Saved data entries:
+++++

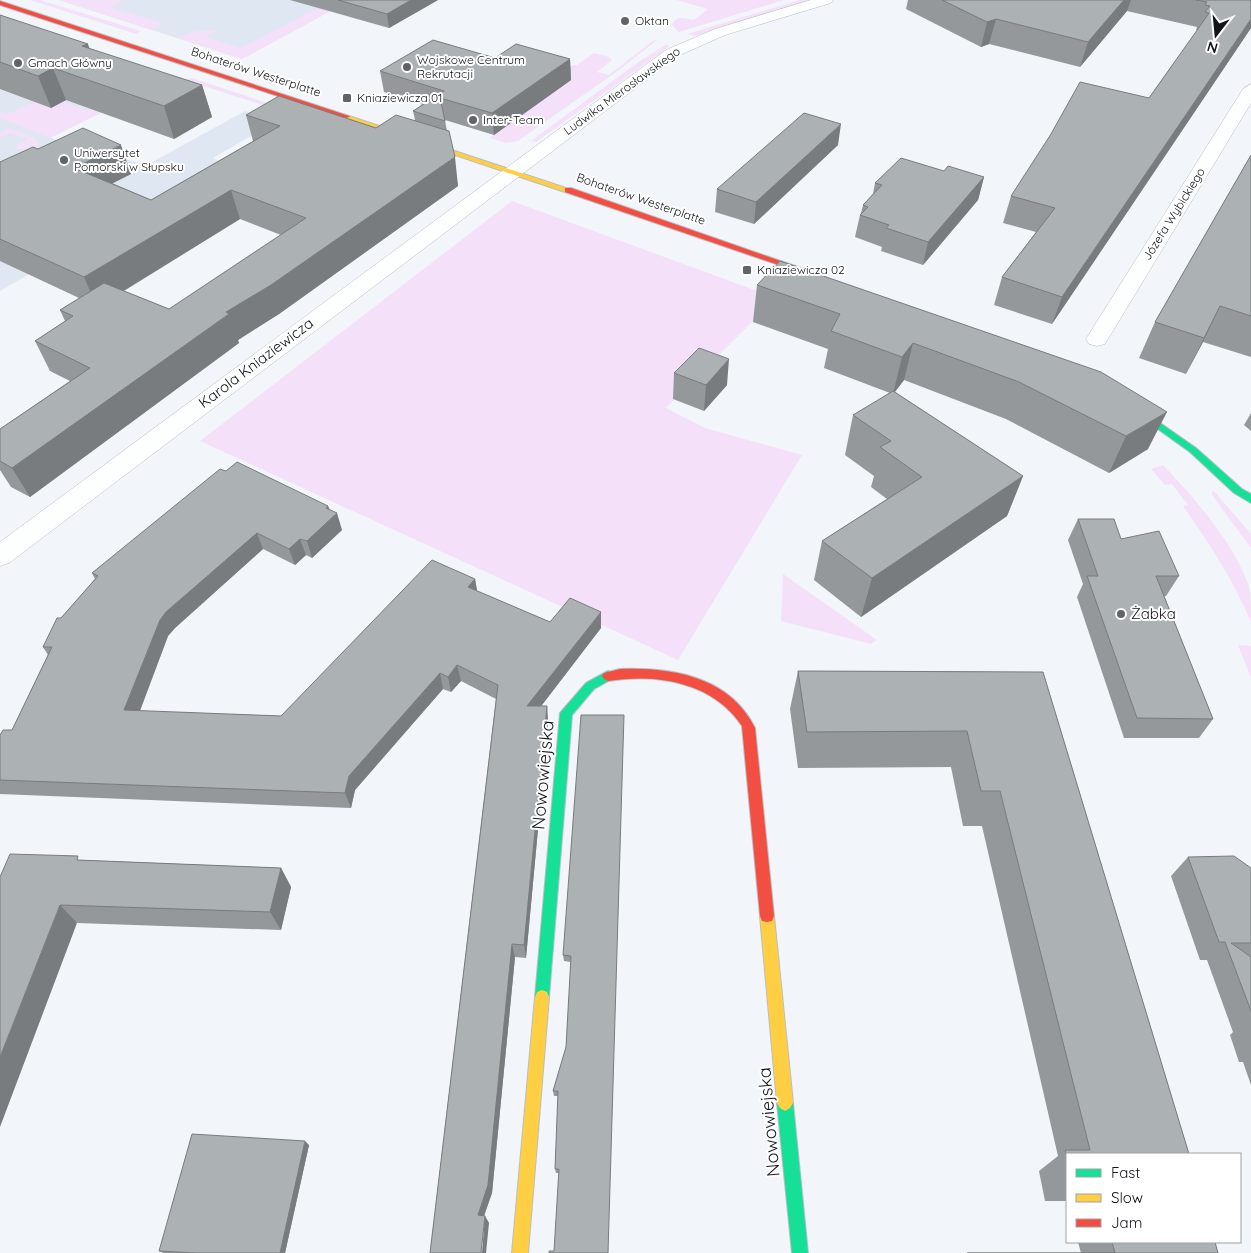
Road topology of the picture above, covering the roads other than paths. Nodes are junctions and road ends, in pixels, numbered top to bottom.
1 (826, 0) edge
2 (0, 3) edge
3 (1251, 89) edge
4 (513, 171) junction
5 (829, 279) edge
6 (1097, 339) dead end
7 (1124, 401) edge
8 (1238, 491) junction
9 (1251, 499) edge
10 (1251, 511) edge
11 (0, 556) edge
12 (520, 1253) edge
13 (800, 1253) edge

1 - 4 street, Ludwika Mierosławskiego
2 - 4 main road, Bohaterów Westerplatte
3 - 6 street, Józefa Wybickiego
4 - 5 main road, Bohaterów Westerplatte
4 - 11 street, Karola Kniaziewicza
7 - 8 main road
8 - 9 main road
8 - 10 main road
12 - 13 main road, Nowowiejska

+++++

Exact copy, no pictures: write out all the records above.

Road topology of the picture above, covering the roads other than paths. Nodes are junctions and road ends, in pixels, numbered top to bottom.
1 (826, 0) edge
2 (0, 3) edge
3 (1251, 89) edge
4 (513, 171) junction
5 (829, 279) edge
6 (1097, 339) dead end
7 (1124, 401) edge
8 (1238, 491) junction
9 (1251, 499) edge
10 (1251, 511) edge
11 (0, 556) edge
12 (520, 1253) edge
13 (800, 1253) edge

1 - 4 street, Ludwika Mierosławskiego
2 - 4 main road, Bohaterów Westerplatte
3 - 6 street, Józefa Wybickiego
4 - 5 main road, Bohaterów Westerplatte
4 - 11 street, Karola Kniaziewicza
7 - 8 main road
8 - 9 main road
8 - 10 main road
12 - 13 main road, Nowowiejska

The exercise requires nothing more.